During my last post, I wanted to start writing about what Asami does, rather than dwelling on the structure of Mulgara, but in so doing I missed an important part of the structure: The Statement Store. Asami uses a similar statement store, so I think it deserves a little time.
This post will be full of heavy detail. It's a useful exercise for me to write this since it's helping me review how Mulgara handles storage, and also because Asami is very similar.
As described in the previous post, Mulgara uses 6 separate indexes to store quads. Each one of these indices starts with an AVL tree, where the payload in each node stores the following:
- A reference to a data block in another file.
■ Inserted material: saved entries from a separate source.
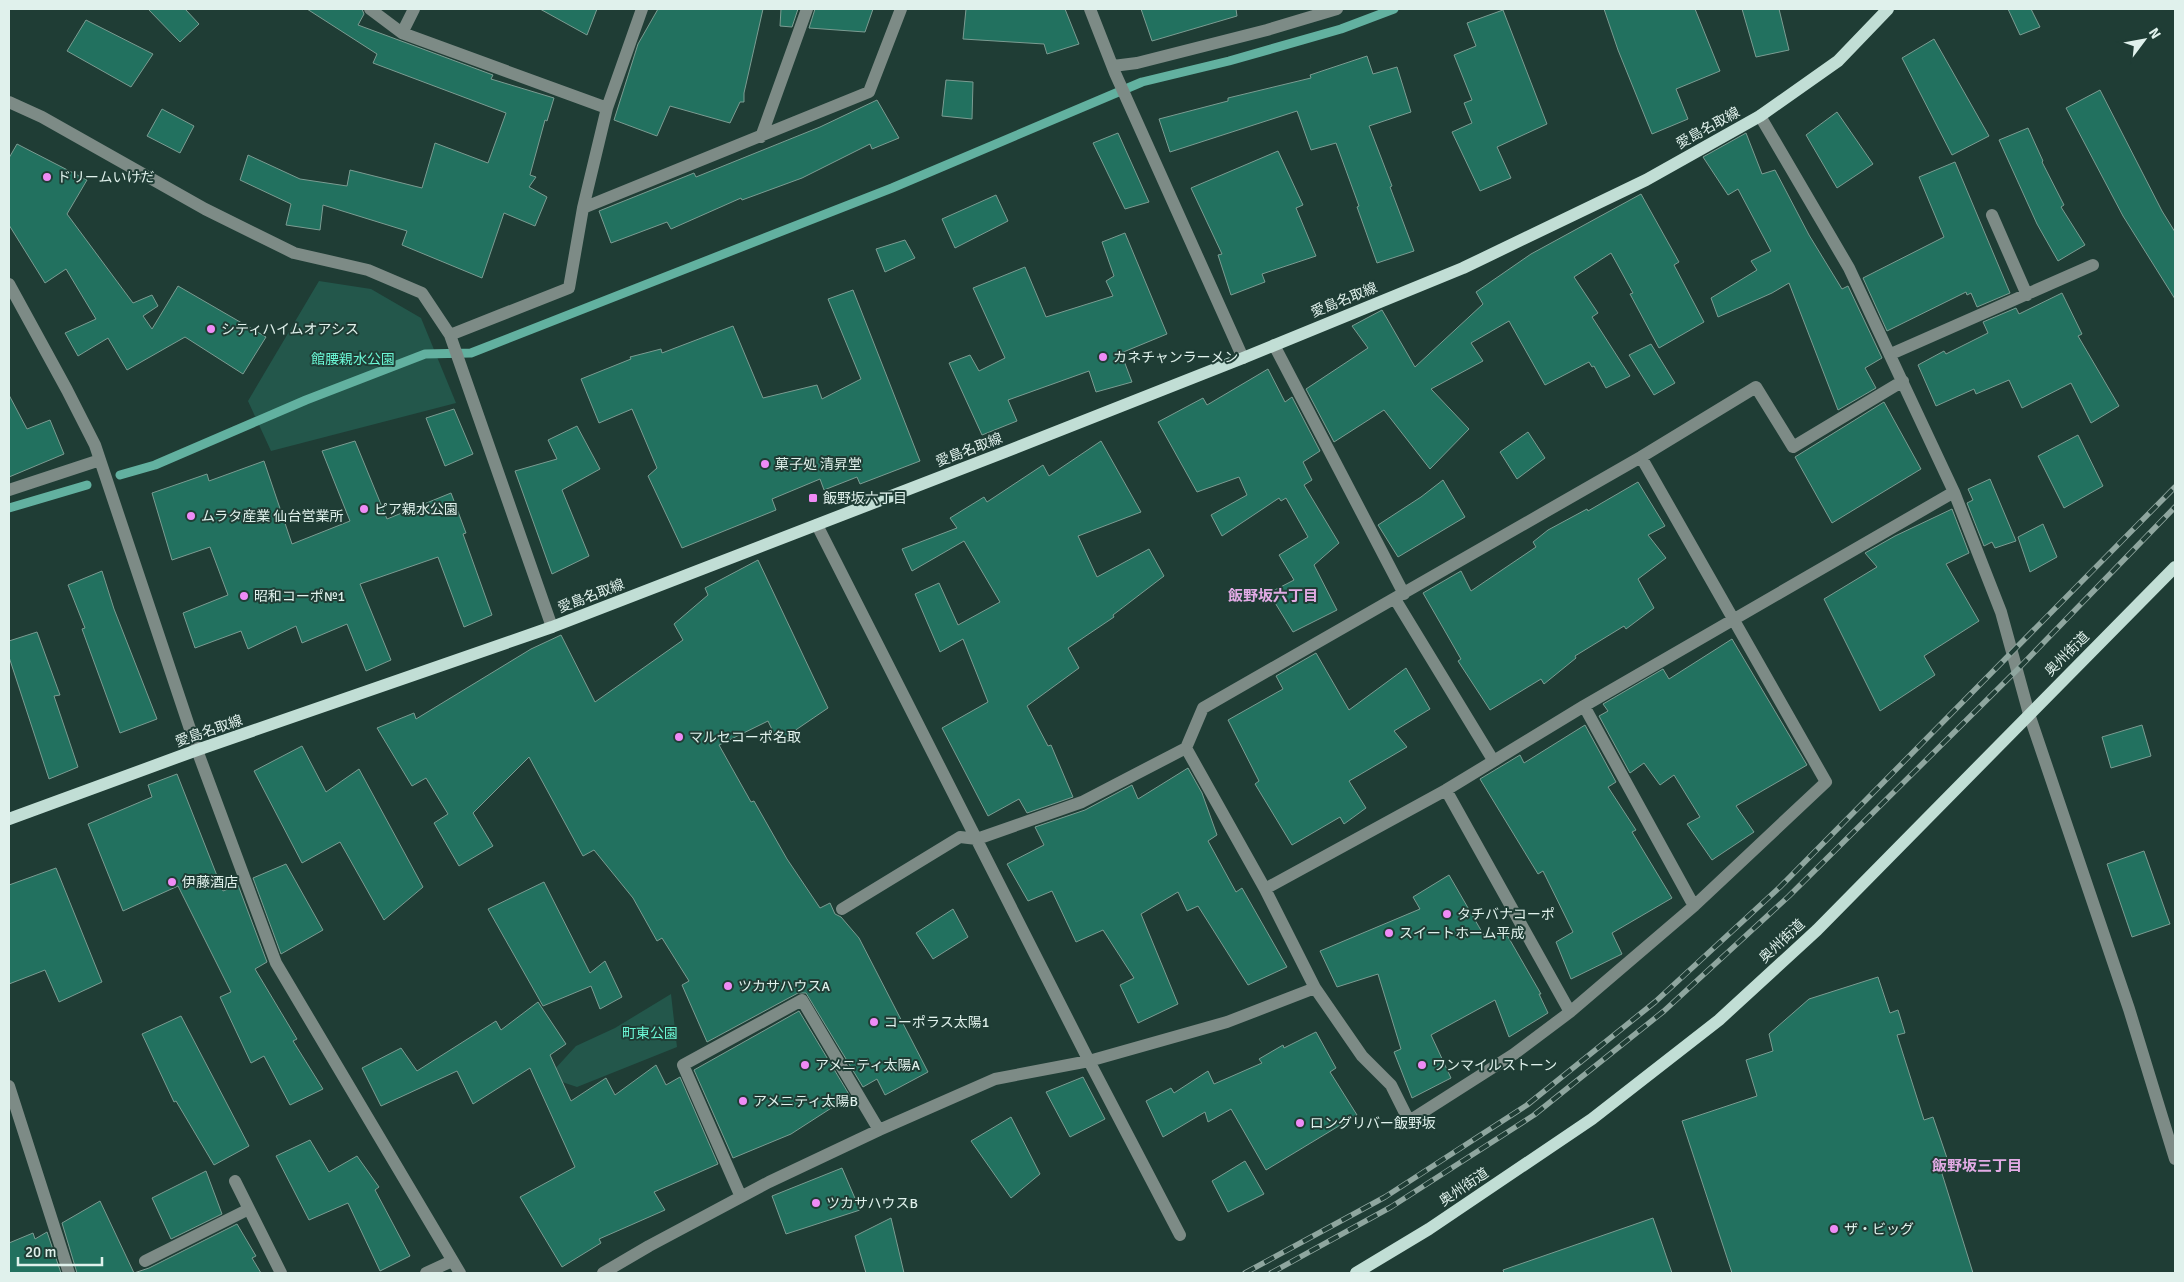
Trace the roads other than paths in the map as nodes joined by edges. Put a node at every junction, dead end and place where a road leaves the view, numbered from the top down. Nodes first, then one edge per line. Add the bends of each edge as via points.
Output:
1 (370, 9) edge
2 (414, 9) edge
3 (642, 9) edge
4 (807, 9) edge
5 (901, 9) edge
6 (1090, 9) edge
7 (1336, 9) edge
8 (1888, 9) edge
9 (402, 32) junction
10 (1114, 69) junction
11 (9, 102) edge
12 (607, 108) junction
13 (1760, 116) junction
14 (761, 137) junction
15 (583, 208) junction
16 (1992, 215) dead end
17 (2092, 264) dead end
18 (9, 284) edge
19 (2027, 295) junction
20 (450, 335) junction
21 (1274, 345) junction
22 (1891, 354) junction
23 (1243, 358) junction
24 (1904, 380) junction
25 (1642, 457) junction
26 (100, 460) junction
27 (9, 490) edge
28 (1954, 492) junction
29 (817, 524) junction
30 (2175, 567) edge
31 (1399, 596) junction
32 (1734, 619) junction
33 (552, 627) junction
34 (1584, 706) junction
35 (2029, 714) junction
36 (1186, 748) junction
37 (197, 750) junction
38 (1493, 760) junction
39 (1446, 790) junction
40 (9, 819) edge
41 (977, 838) junction
42 (1265, 890) junction
43 (860, 898) dead end
44 (1694, 906) junction
45 (1315, 988) junction
46 (1570, 1012) junction
47 (1089, 1061) junction
48 (9, 1086) edge
49 (879, 1130) junction
50 (2175, 1159) edge
51 (235, 1181) dead end
52 (741, 1197) junction
53 (249, 1209) junction
54 (1180, 1235) dead end
55 (146, 1261) dead end
56 (452, 1261) junction
57 (68, 1273) edge
58 (281, 1273) edge
59 (426, 1273) edge
60 (460, 1273) edge
61 (604, 1273) edge
62 (1356, 1273) edge

1 - 9 street
2 - 9 street
3 - 12 street
4 - 14 street
5 - 14 street via 869,92
6 - 10 street
7 - 10 street
8 - 13 main road, 愛島名取線 via 1838,61
9 - 12 street
10 - 23 street
11 - 20 street via 42,117 205,209 294,253 368,270 422,293
12 - 15 street
13 - 21 main road, 愛島名取線 via 1646,180 1463,268
13 - 22 street via 1849,268
14 - 15 street
15 - 20 street via 569,288
16 - 19 street
17 - 19 street
18 - 26 street via 67,390
19 - 22 street
20 - 33 street
21 - 23 main road, 愛島名取線
21 - 31 street
22 - 24 street
23 - 29 main road, 愛島名取線
24 - 25 street via 1793,447 1756,387
24 - 28 street
25 - 31 street
25 - 32 street
26 - 27 street
26 - 37 street
28 - 32 street
28 - 35 street via 2001,612
29 - 33 main road, 愛島名取線
29 - 41 street
30 - 35 main road, 奥州街道
31 - 36 street via 1203,708
31 - 38 street
32 - 34 street
32 - 44 street via 1826,782
33 - 37 main road, 愛島名取線
34 - 38 street
34 - 44 street
35 - 50 street via 2129,1008
35 - 62 main road, 奥州街道 via 1817,930 1719,1020 1592,1119 1429,1229
36 - 41 street via 1082,802
36 - 42 street
37 - 40 main road, 愛島名取線
37 - 56 street via 276,963
38 - 39 street
39 - 42 street
39 - 46 street
41 - 43 street via 960,837 842,909
41 - 47 street
42 - 45 street
44 - 46 street
45 - 46 street via 1362,1056 1391,1085 1409,1121 1514,1054
45 - 47 street via 1228,1022
47 - 49 street via 995,1079
47 - 54 street
48 - 57 street
49 - 52 street
49 - 52 street via 802,1000 683,1065
51 - 53 street
52 - 61 street
53 - 55 street
53 - 58 street
56 - 59 street
56 - 60 street

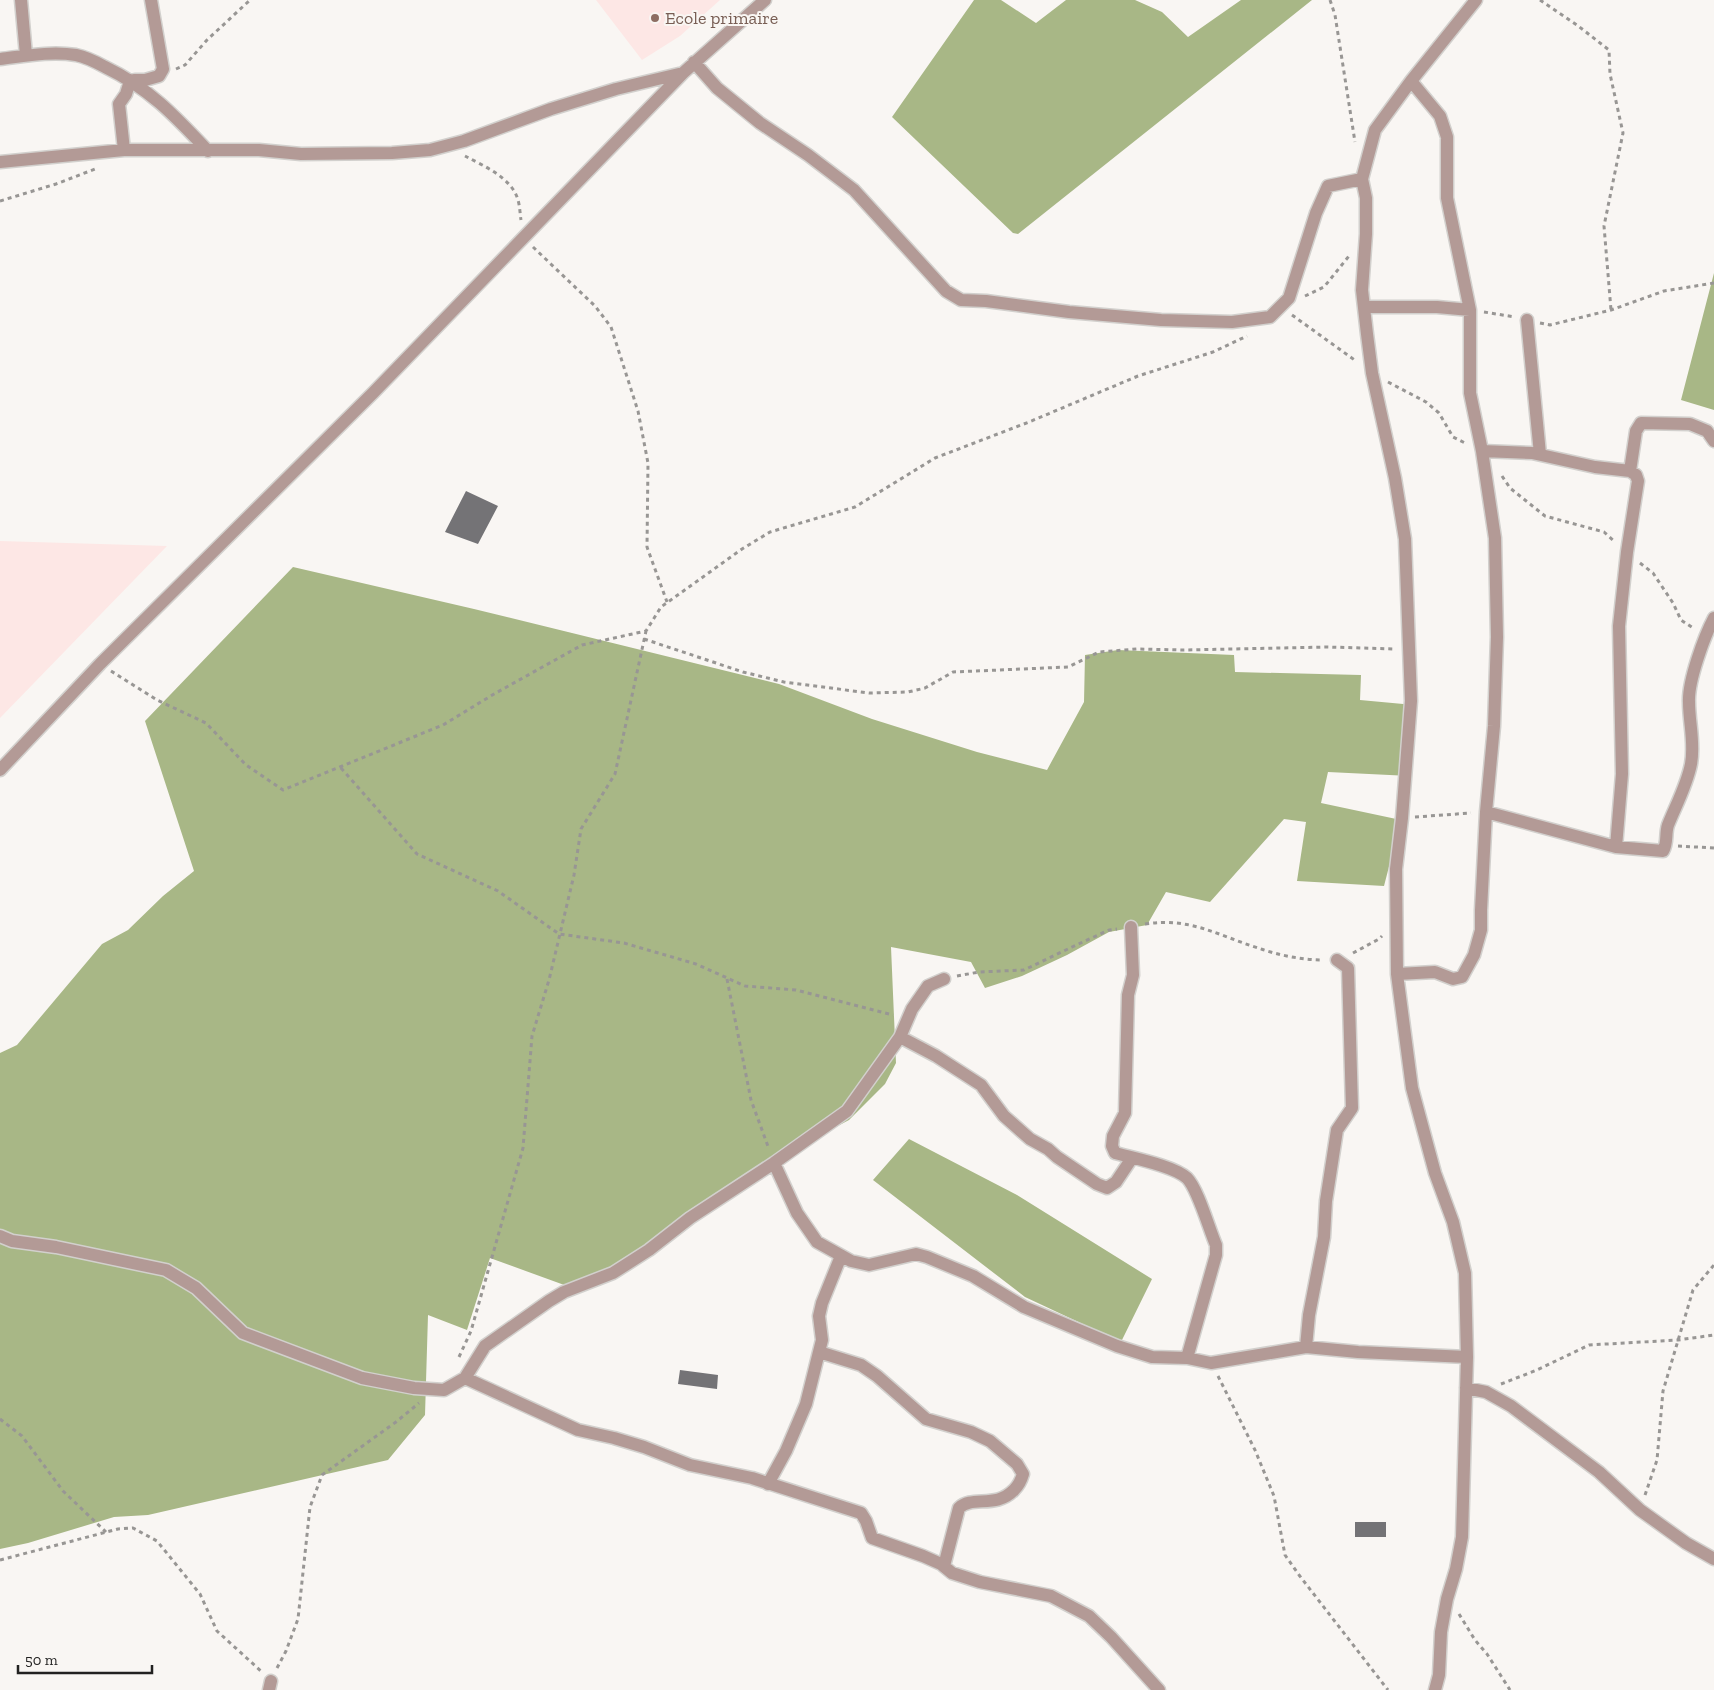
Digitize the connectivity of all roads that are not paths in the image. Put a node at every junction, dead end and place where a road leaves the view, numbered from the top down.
1 (21, 0) edge
2 (151, 0) edge
3 (765, 0) edge
4 (1476, 0) edge
5 (26, 55) junction
6 (0, 60) edge
7 (694, 62) junction
8 (683, 73) junction
9 (130, 81) junction
10 (1411, 81) junction
11 (124, 150) junction
12 (208, 150) junction
13 (0, 162) edge
14 (1362, 179) junction
15 (1365, 307) junction
16 (1470, 310) junction
17 (1527, 320) road end
18 (1714, 441) edge
19 (1482, 451) junction
20 (1540, 454) junction
21 (1630, 472) junction
22 (1714, 618) edge
23 (0, 770) edge
24 (1486, 812) junction
25 (1616, 847) junction
26 (1131, 927) road end
27 (1337, 960) road end
28 (1397, 974) junction
29 (944, 979) road end
30 (900, 1037) junction
31 (1132, 1158) junction
32 (774, 1164) junction
33 (0, 1236) edge
34 (841, 1256) junction
35 (1306, 1347) junction
36 (819, 1352) junction
37 (1467, 1357) junction
38 (1187, 1358) junction
39 (465, 1378) junction
40 (1466, 1388) junction
41 (768, 1484) junction
42 (1714, 1559) edge
43 (944, 1566) junction
44 (1159, 1690) edge
45 (1435, 1690) edge

1 - 5 street
2 - 9 street
3 - 7 street
4 - 10 street
5 - 6 street
5 - 9 street
7 - 8 street
7 - 14 street
8 - 12 street
8 - 23 street
9 - 11 street
9 - 12 street
10 - 14 street
10 - 16 street
11 - 12 street
11 - 13 street
14 - 15 street
15 - 16 street
15 - 28 street
16 - 19 street
17 - 20 street
18 - 21 street
19 - 20 street
19 - 24 street
20 - 21 street
21 - 25 street
22 - 25 street
24 - 25 street
24 - 28 street
26 - 31 street
27 - 35 street
28 - 37 street
29 - 30 street
30 - 31 street
30 - 32 street
31 - 38 street
32 - 34 street
32 - 39 street
33 - 39 street
34 - 36 street
34 - 38 street
35 - 37 street
35 - 38 street
36 - 41 street
36 - 43 street
37 - 40 street
39 - 41 street
40 - 42 street
40 - 45 street
41 - 43 street
43 - 44 street

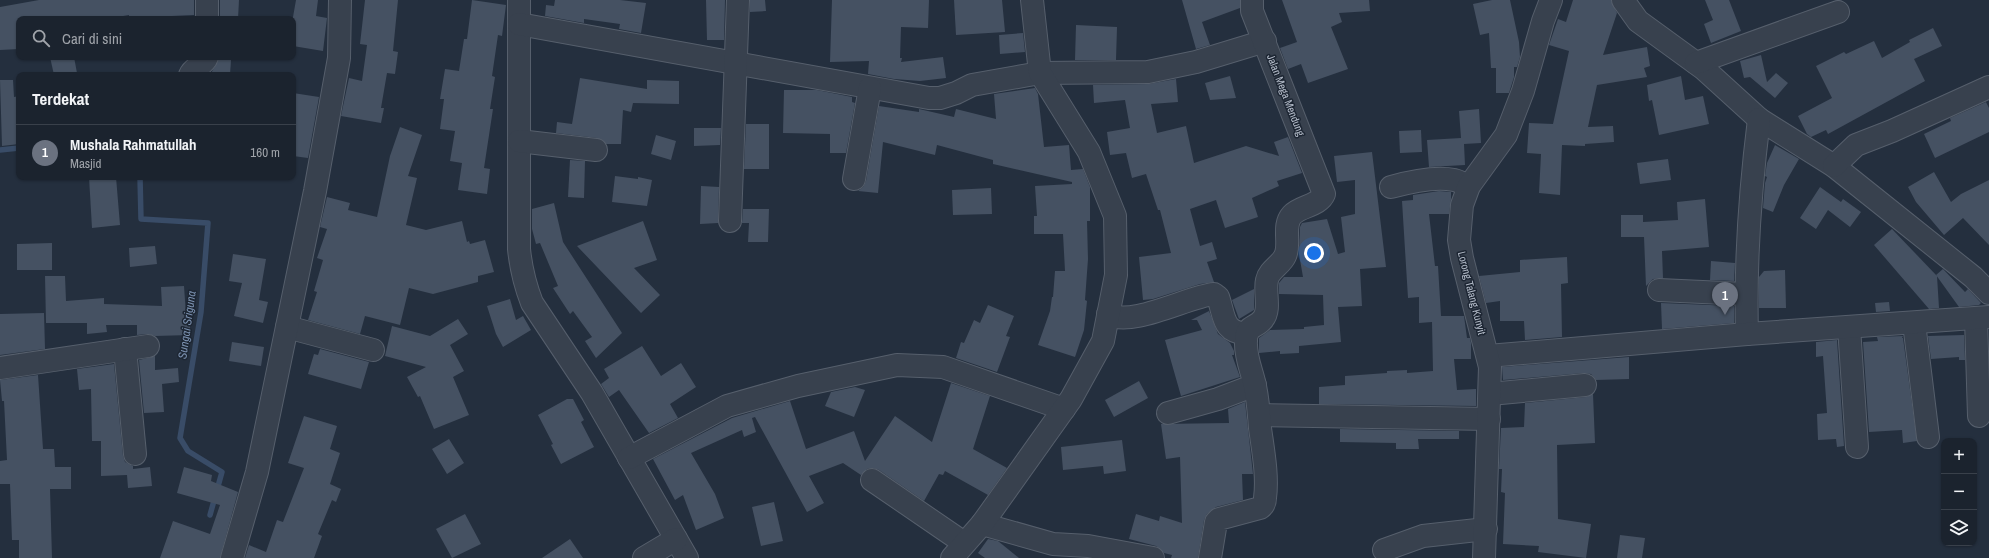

- The count of statements in that block.
- The first statement in the block.
- The last statement in the block.
As you can see, each node in the tree is associated with a block in another file. That block contains statements as a series of 4x64-bit
long values, up to the number of triples in that block. There is a 1:1 correspondence of AVL Nodes to blocks.
The best way to describe this structure is to describe the operations on it.
Search is based on constraint patterns. For instance, a constraint pattern that describes which predicate connects a given subject
A and object of
B would be represented with a pattern like:
A ?predicate B
Given that this provides the subject and object, but not the predicate (nor the graph), then these statements could be found using the index ordered by:
The object comes first on this index, so the search becomes:
B A * *
Where the first
* represents the
?predicate value, and the second is the unused graph.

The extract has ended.